There is a need to contain current account deficit which has been doubled compared to last year, to manageable levels to sustain external sector stability.
State Bank of Pakistan said in its second quarterly report released on Friday for Financial Year 2017 on the State of Pakistan’s Economy. The Report says that the overall economic environment remains conducive for growth, on the back of accommodative monetary policy, increase in development spending, and CPEC-inspired activities.
However, the current account deficit has almost doubled compared to the last year. This was due to a surge in growth-inducing imports along with non-realization of CSF and decline in exports and remittances. On an encouraging note, the Report acknowledges that the foreign inflows – FDI, loans, and Sukuk issuance – were little more than sufficient to finance higher current account deficit
The Report has also noted the improvements in investors’ confidence as reflected in an uptick in private sector credit, especially for fixed investment purposes; foreign interests in Pakistani companies; and increased production of consumer durables. Similarly, a surge in import of machinery and raw materials also points to a robust industrial activity and buildup of future productive capacity.
According to the Report, the growth in Large-scale Manufacturing (LSM) recovered in Q2-FY17 with increase in production of food, cement, steel, pharmaceuticals, automobiles, and electronic industries. The growth in agricultural sector is also expected to rebound on account of higher production of cotton, sugarcane, and maize and increased prospects for wheat harvest close to last year after rains in early February 2017.

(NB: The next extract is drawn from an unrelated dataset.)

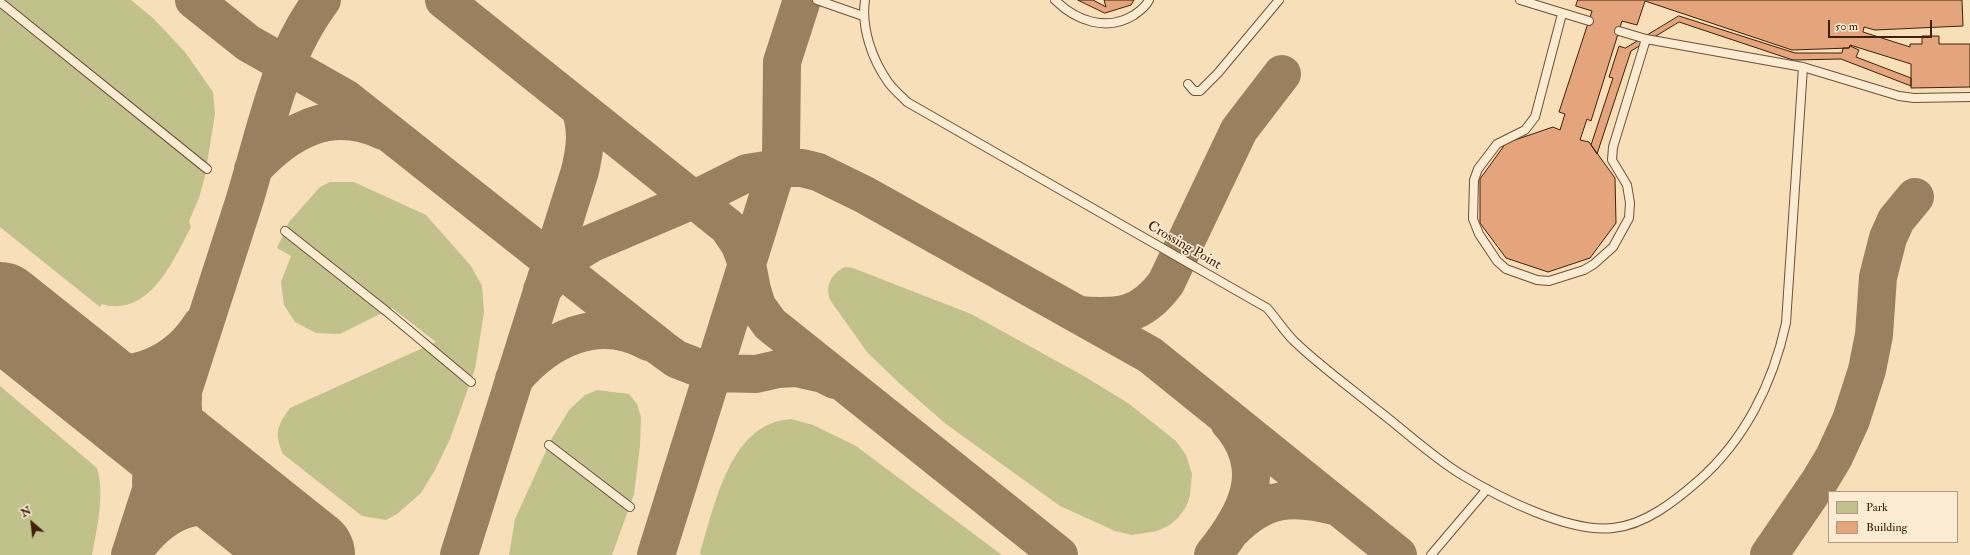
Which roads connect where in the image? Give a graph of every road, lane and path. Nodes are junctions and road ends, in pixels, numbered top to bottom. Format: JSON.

The Report also notes that fiscal deficit has increased due to low revenue generation amid higher development and security related spending. While the Report terms sustained increase in development spending commendable, it also underscores the need to enhance revenue collection.
The Report shows that average CPI inflation has risen from 2.1 percent in H1-FY16 to 3.9 percent as in H1-FY17 which reflects higher domestic demand and an increase in global commodity prices. However, it highlights that on year-on-year basis, the CPI inflation has fluctuated in a narrow range during this period.
Finally, the Report perceives the growth to maintain the upward trajectory while inflation to remain below the target during FY17.